I found this book absolutely fascinating. While I’ve read a lot about body language, this book is about something distinct and different. It is about the hand signals that we use in conjunction with speech, and how they can communicate and sometimes change what a person is thinking (both the person gesturing and the person observing it).

The author is a developmental psychologist and has conducted extensive research with deaf children, both those who have been taught sign language, and those who have not been exposed to it and who have developed their own homesigning system of communicating. While much of the book is about children, there is also a great deal of content about adults, particularly in the first part.
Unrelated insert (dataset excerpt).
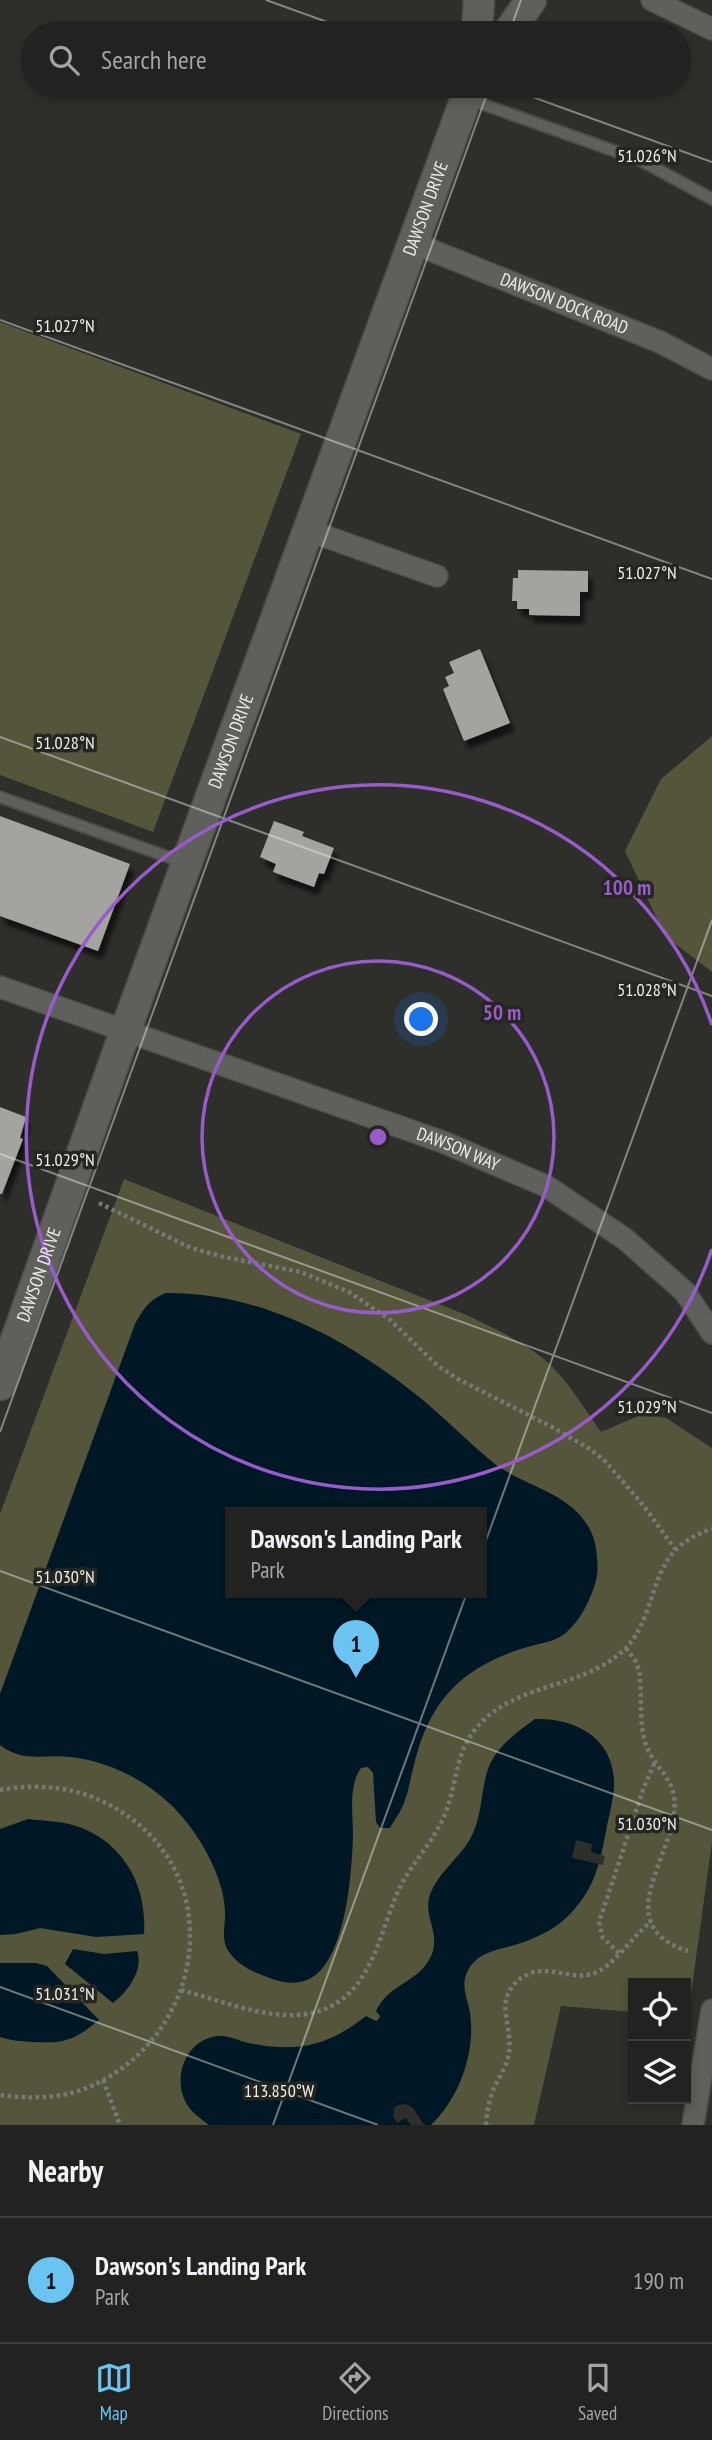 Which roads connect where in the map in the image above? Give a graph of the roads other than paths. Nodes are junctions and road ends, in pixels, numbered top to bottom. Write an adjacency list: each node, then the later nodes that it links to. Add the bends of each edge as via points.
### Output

Some things I found particularly fascinating were:

• Ideas that you don’t want to express in speech, or that you generally don’t want to focus on will often appear in your hands.
• Gesture’s power to influence may come from its subtlety. We often pick up information from gesture without realising it.
• Expressing knowledge with your hands can help you develop, extend, and retain what you know.
• Gesture allows you to see the ideas that learners are working on before those ideas appear in their speech. Early insight into those ideas gives you the opportunity to foster those ideas, tailoring your instruction to the learner in front of you.
• A person’s gestures can cue us that they are ready to change.
• Gesturing can help you take different perspectives.

I can’t wait to apply some of these ideas with my students and coaching clients.

I highly recommend this book to anyone who communicates as a parent, a coach, a trainer of adults or a teacher of children. Being aware of the importance of gesture is also incredibly useful for those working with people in conflict, as you can see from some of the points I raised above.